- Genre: supernatural drama
- Created by: Joadie Jurgova
- Starring: Andrea Menard Kevin Jubinville Peter Stebbings Peter Kelly Gaudreault Tinsel Korey Booth Savage Patrick Bird
- Country of origin: Canada
- No. of seasons: 2
- No. of episodes: 14

Production
- Executive producers: Bob Crowe Waly Start
- Producers: Jennifer Podemski Avi Federgreen
- Production locations: Saskatoon, Saskatchewan
- Running time: 30 minutes

Original release
- Network: Space APTN SCN
- Release: November 9, 2007 – December 16, 2008

= Rabbit Fall =

Rabbit Fall is a Canadian television supernatural drama series, which aired on Space, APTN and Saskatchewan Communications Network.
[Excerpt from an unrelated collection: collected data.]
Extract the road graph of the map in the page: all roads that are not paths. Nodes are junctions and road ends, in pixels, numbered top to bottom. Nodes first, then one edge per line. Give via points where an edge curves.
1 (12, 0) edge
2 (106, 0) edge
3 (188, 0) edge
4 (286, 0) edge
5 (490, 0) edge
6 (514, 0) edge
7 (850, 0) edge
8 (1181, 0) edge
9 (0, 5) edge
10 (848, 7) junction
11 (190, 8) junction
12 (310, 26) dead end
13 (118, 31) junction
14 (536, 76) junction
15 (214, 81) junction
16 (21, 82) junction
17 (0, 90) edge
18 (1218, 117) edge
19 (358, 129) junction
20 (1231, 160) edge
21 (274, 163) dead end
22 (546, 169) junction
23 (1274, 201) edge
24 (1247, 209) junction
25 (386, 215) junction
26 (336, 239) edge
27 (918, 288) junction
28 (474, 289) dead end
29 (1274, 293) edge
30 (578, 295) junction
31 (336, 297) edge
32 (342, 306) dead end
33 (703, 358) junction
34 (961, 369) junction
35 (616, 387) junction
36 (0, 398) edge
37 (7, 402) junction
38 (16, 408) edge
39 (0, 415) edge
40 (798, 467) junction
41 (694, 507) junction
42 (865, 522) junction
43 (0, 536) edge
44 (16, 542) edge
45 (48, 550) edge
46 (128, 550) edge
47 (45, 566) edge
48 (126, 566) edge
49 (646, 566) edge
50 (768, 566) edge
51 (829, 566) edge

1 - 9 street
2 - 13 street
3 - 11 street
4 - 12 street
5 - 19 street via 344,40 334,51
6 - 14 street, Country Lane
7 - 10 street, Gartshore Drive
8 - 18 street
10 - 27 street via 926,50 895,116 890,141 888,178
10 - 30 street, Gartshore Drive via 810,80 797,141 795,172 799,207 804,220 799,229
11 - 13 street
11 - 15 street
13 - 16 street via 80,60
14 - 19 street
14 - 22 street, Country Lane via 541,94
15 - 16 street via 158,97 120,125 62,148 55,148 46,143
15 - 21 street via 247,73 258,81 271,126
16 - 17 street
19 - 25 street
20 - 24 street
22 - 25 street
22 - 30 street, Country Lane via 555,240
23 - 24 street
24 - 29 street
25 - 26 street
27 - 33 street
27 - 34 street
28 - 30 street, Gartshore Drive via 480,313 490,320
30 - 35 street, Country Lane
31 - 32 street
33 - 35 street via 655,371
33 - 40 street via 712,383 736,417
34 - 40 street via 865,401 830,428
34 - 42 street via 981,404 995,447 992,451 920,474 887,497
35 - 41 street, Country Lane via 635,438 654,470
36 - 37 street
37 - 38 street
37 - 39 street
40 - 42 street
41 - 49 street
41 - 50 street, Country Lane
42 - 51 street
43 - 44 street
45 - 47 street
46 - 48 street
The series stars Andrea Menard as Tara Wheaton, a police officer of Métis descent who takes a job in Rabbit Fall, a remote town in northern Saskatchewan with a history of unexplained events. she is reluctant to accept the community's supernatural explanations for the events, but finds that the events challenge her sense of rationality. The series was shot primarily in the community of Duck Lake, Saskatchewan.

The show's cast also includes Kevin Jubinville, Peter Stebbings, Peter Kelly Gaudreault, Tinsel Korey, Patrick Bird, Tamara Podemski and Booth Savage.

Produced by Angel Entertainment, the series premiered in 2007 with a six-episode first season which aired solely on APTN. Its eight-episode second season aired in 2008 on both APTN and Space. The series has not produced any further episodes since 2008, but has sometimes aired in repeats on both APTN and SCN as recently as the late 2010s.

Menard received a Gemini Award nomination for Best Actress in a Drama Series at the 24th Gemini Awards in 2009. The series was nominated for Best Drama Series at the Saskatchewan Motion Picture Industry Association's Showcase Awards in the same year.